We are also seeing it in Seattle, Washington, of all places. According to the Seattle Times:
None of the six [mayoral] candidates who appeared at Tuesday’s [debate] forum openly endorsed cutting the police budget, let alone by 50%, as a majority of the Seattle City Council had endorsed during the civil rights protests last summer.
A number of candidates campaigned openly that what Seattle really needs right now is more cops — which is quite a political shift from a year ago.
You’ve probably heard of being mugged by reality. In Seattle, one candidate for mayor was just shot at by reality:
“I think the pendulum has swung against defund the police,” one candidate, Lance Randall, said after the debate had ended. “You can see it in these forums — the people who used to talk about it either don’t talk about it anymore or are now actively backpedaling.”
Randall stole the show a bit at this forum, hosted by the Downtown Seattle Association, when he told about how he’d been shot at by thieves just this past Saturday in his Rainier Beach neighborhood.
As first reported by KOMO News on Monday, Randall had been awakened at 4 a.m. by the sound of mechanical sawing. On the street outside, two people were cutting out a parked car’s catalytic converter. Randall went out and tried to get the license plate of the thieves’ car, but they spotted him and then fired five shots, some in the air and some at him, as they sped away.
Randall had crouched behind his own car — his headrest absorbed one bullet.
Randall is African American, so it hit home harder when he then upbraided the City Council and some of the other candidates for purporting to speak for minority communities about this issue.
“We’ve had several forums, and I feel as though there’s an assumption that people of color do not want police officers in their neighborhoods to protect them,” Randall said. “We need police officers.”
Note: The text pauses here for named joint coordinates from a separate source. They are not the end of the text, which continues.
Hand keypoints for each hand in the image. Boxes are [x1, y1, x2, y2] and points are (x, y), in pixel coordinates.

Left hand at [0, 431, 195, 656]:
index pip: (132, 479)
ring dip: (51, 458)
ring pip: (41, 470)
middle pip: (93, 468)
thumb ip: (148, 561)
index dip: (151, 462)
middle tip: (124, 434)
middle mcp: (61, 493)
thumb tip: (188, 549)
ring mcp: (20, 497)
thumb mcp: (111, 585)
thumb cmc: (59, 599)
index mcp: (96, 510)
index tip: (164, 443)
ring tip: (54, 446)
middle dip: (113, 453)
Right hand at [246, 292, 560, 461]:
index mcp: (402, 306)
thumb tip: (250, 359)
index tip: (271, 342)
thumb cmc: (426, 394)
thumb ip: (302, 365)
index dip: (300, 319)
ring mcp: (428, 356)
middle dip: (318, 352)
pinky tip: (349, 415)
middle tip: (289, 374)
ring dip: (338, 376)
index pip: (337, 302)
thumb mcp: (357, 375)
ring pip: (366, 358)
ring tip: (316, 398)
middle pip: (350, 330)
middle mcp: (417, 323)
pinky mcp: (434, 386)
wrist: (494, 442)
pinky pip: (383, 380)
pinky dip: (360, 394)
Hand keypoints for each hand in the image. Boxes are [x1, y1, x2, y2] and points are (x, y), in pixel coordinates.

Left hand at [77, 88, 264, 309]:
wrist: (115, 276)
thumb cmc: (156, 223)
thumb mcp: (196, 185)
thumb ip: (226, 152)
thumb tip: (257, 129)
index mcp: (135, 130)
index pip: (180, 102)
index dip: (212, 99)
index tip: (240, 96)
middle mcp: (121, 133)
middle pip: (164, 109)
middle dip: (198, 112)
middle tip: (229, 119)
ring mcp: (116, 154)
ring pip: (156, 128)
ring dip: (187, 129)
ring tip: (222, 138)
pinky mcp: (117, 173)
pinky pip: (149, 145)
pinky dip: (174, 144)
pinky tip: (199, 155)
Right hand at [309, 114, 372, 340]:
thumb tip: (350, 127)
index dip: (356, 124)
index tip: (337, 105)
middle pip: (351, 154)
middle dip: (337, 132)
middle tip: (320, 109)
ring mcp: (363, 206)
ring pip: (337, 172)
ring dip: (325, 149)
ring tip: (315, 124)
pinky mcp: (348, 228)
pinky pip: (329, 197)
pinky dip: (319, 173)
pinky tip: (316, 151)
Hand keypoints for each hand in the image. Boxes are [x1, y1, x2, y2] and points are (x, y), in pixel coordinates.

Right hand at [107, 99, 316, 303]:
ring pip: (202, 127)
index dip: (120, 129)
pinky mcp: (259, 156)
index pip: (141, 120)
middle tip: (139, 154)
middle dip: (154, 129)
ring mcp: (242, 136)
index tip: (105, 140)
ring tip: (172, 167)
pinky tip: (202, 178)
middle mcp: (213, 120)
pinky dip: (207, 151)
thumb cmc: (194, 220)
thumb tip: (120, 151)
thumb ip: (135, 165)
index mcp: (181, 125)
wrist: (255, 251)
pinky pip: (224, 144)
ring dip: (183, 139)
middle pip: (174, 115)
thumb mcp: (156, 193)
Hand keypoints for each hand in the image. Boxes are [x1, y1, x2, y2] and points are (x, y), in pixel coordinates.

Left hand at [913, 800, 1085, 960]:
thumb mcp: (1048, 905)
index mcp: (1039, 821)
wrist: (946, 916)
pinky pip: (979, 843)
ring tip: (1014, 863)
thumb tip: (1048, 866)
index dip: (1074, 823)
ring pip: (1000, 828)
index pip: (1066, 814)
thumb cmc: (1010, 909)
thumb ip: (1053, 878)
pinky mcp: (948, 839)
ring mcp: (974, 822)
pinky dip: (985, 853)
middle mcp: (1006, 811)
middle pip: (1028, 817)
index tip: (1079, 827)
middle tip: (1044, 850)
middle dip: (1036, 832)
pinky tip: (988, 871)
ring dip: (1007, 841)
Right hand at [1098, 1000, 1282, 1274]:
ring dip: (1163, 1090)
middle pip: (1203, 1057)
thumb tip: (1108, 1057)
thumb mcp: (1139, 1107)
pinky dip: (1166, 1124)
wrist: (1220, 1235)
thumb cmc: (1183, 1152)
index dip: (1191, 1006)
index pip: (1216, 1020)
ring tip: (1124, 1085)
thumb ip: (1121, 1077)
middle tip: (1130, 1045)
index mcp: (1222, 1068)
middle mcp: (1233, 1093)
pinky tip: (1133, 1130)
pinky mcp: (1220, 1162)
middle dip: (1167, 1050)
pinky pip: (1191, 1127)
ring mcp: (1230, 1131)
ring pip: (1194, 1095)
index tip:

Seattle is short of them. Nearly 300 officers have quit the city’s force in the past year. The Seattle Times sniffs: “It may not be related that the cops are down while crime’s going up, but it’s definitely shifting the debate.”
Yes, because, unlike the mainstream media and D.C.’s idiot mayor, voters understand that less policing means more crime.
Randall apparently is an outsider. He’s not expected to become mayor. However, several others at the forum argued for more police officers and none of the candidates present advocated cuts.
I gather from a late-May poll and from this article that the leading contenders are Bruce Harrell, M. Lorena Gonzalez, Colleen Echohawk, Jessyn Farrell, and Casey Sixkiller (son of legendary quarterback Sonny Sixkiller and deputy mayor). Harrell, who led in the late-May poll, agreed that Seattle needs more police patrols to get a handle on street crime downtown. Sixkiller did, as well.
Gonzalez and Echohawk disagreed but, as noted, did not endorse cutting the police budget. As far as I can tell, Farrell hasn’t done so either.
John Sexton concludes that the shape of the Seattle race “suggests ‘defund the police’ is no longer a winning message.” I agree. But was it ever really one?